Data records
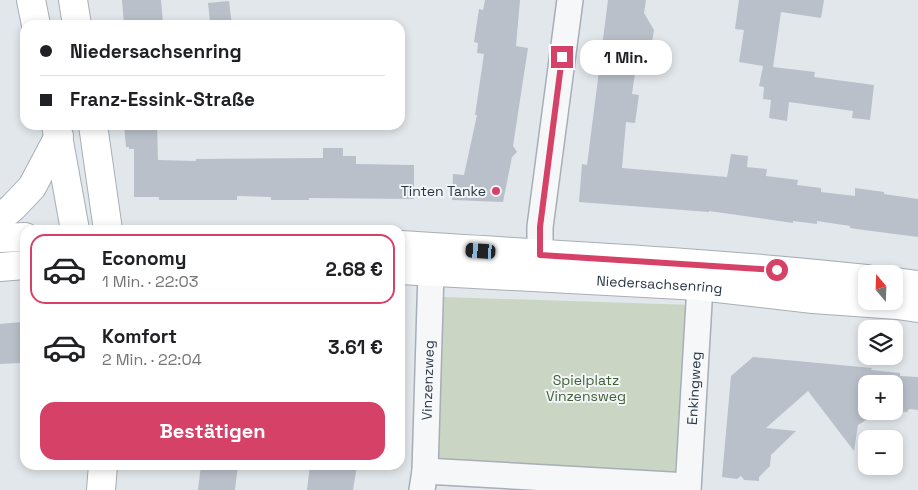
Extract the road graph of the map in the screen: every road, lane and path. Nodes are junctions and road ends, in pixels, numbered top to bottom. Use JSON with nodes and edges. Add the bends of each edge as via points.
{"nodes":[{"id":1,"x":31,"y":0,"type":"edge"},
{"id":2,"x":73,"y":0,"type":"edge"},
{"id":3,"x":570,"y":0,"type":"edge"},
{"id":4,"x":35,"y":20,"type":"edge"},
{"id":5,"x":76,"y":20,"type":"edge"},
{"id":6,"x":58,"y":130,"type":"edge"},
{"id":7,"x":94,"y":130,"type":"edge"},
{"id":8,"x":0,"y":218,"type":"edge"},
{"id":9,"x":74,"y":225,"type":"edge"},
{"id":10,"x":107,"y":225,"type":"edge"},
{"id":11,"x":20,"y":237,"type":"edge"},
{"id":12,"x":0,"y":238,"type":"edge"},
{"id":13,"x":405,"y":245,"type":"edge"},
{"id":14,"x":540,"y":255,"type":"junction"},
{"id":15,"x":20,"y":265,"type":"edge"},
{"id":16,"x":0,"y":267,"type":"edge"},
{"id":17,"x":405,"y":270,"type":"edge"},
{"id":18,"x":431,"y":271,"type":"junction"},
{"id":19,"x":858,"y":278,"type":"edge"},
{"id":20,"x":903,"y":283,"type":"edge"},
{"id":21,"x":918,"y":285,"type":"edge"},
{"id":22,"x":700,"y":286,"type":"junction"},
{"id":23,"x":918,"y":308,"type":"edge"},
{"id":24,"x":102,"y":470,"type":"edge"},
{"id":25,"x":424,"y":480,"type":"edge"},
{"id":26,"x":688,"y":488,"type":"edge"},
{"id":27,"x":101,"y":490,"type":"edge"}],
"edges":[{"from":1,"to":4,"type":"main road"},
{"from":2,"to":5,"type":"main road"},
{"from":3,"to":14,"type":"street","via":[[540,227]]},
{"from":6,"to":8,"type":"main road","via":[[32,187]]},
{"from":6,"to":9,"type":"main road"},
{"from":7,"to":10,"type":"main road"},
{"from":11,"to":12,"type":"main road"},
{"from":13,"to":14,"type":"main road","name":"Niedersachsenring"},
{"from":14,"to":19,"type":"main road","name":"Niedersachsenring"},
{"from":15,"to":16,"type":"main road"},
{"from":17,"to":18,"type":"main road","name":"Niedersachsenring"},
{"from":18,"to":22,"type":"main road","name":"Niedersachsenring"},
{"from":18,"to":25,"type":"street","name":"Vinzenzweg"},
{"from":20,"to":21,"type":"main road"},
{"from":22,"to":23,"type":"main road","name":"Niedersachsenring"},
{"from":22,"to":26,"type":"street","name":"Enkingweg"},
{"from":24,"to":27,"type":"main road"},
{"from":25,"to":26,"type":"street"}]}
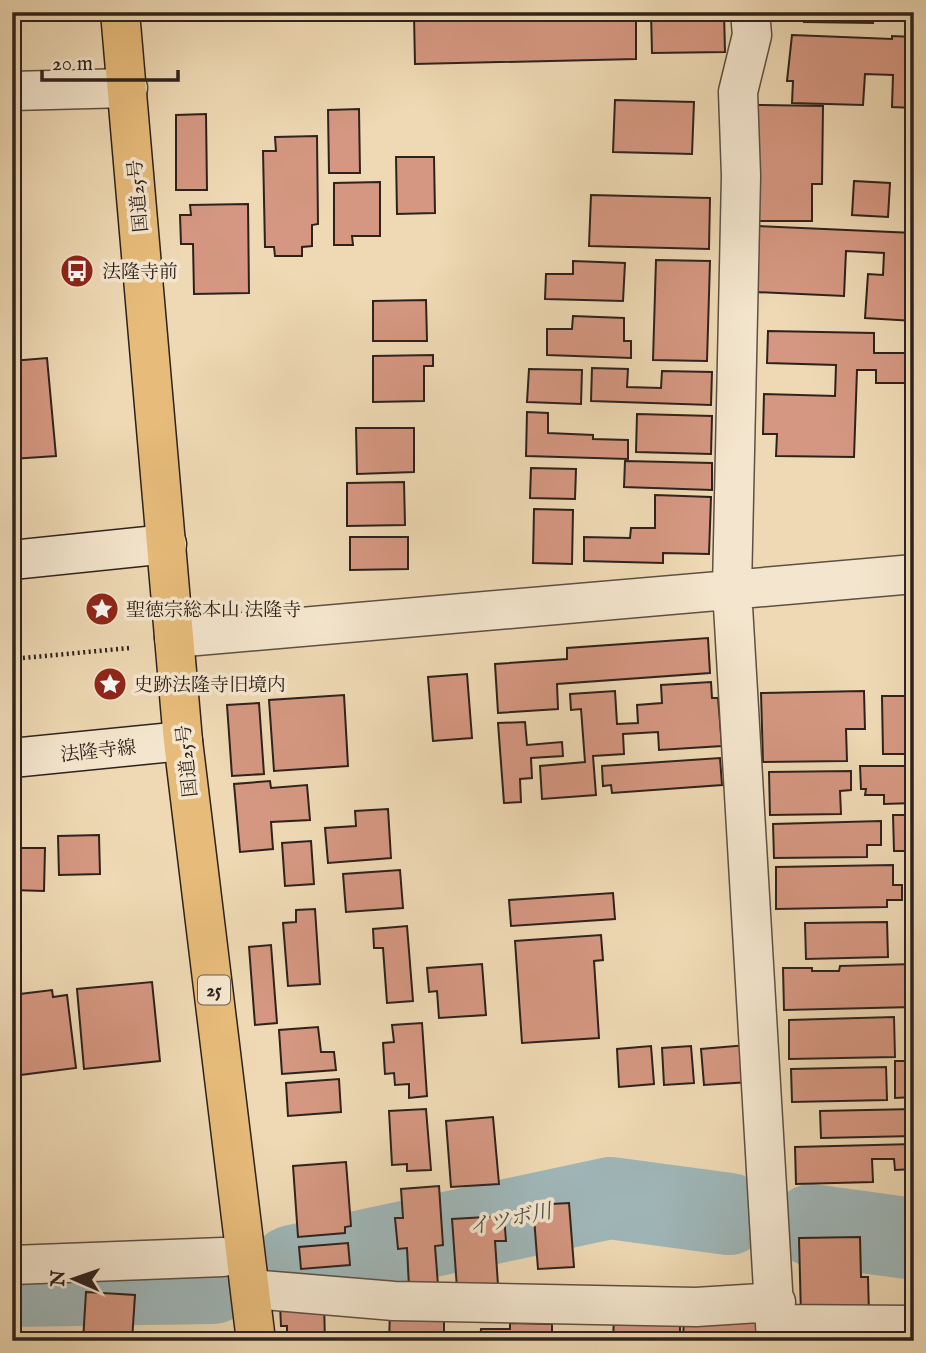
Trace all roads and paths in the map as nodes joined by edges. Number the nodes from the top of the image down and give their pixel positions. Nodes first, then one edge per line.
1 (120, 12) edge
2 (750, 12) edge
3 (128, 88) junction
4 (12, 91) edge
5 (167, 544) junction
6 (12, 560) edge
7 (914, 573) edge
8 (732, 589) junction
9 (174, 638) junction
10 (130, 648) dead end
11 (12, 660) edge
12 (183, 741) junction
13 (12, 758) edge
14 (222, 1257) dead end
15 (12, 1265) edge
16 (251, 1289) junction
17 (776, 1322) edge
18 (914, 1325) edge
19 (256, 1341) edge

1 - 3 highway, 国道25号 / 25
2 - 8 street
3 - 4 street
3 - 5 highway, 国道25号 / 25
5 - 6 street
5 - 9 highway, 国道25号 / 25
7 - 8 street
8 - 9 street
8 - 17 street
9 - 12 highway, 国道25号 / 25
10 - 11 path
12 - 13 street, 法隆寺線
12 - 16 highway, 国道25号 / 25
14 - 15 street
16 - 17 street
16 - 19 highway, 国道25号 / 25
17 - 18 street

What to do:
Out of the records above, pull each line containing the word "edges".

Finished task:
Extract the road graph of the map in the screen: every road, lane and path. Nodes are junctions and road ends, in pixels, numbered top to bottom. Use JSON with nodes and edges. Add the bends of each edge as via points.
"edges":[{"from":1,"to":4,"type":"main road"},
Trace all roads and paths in the map as nodes joined by edges. Number the nodes from the top of the image down and give their pixel positions. Nodes first, then one edge per line.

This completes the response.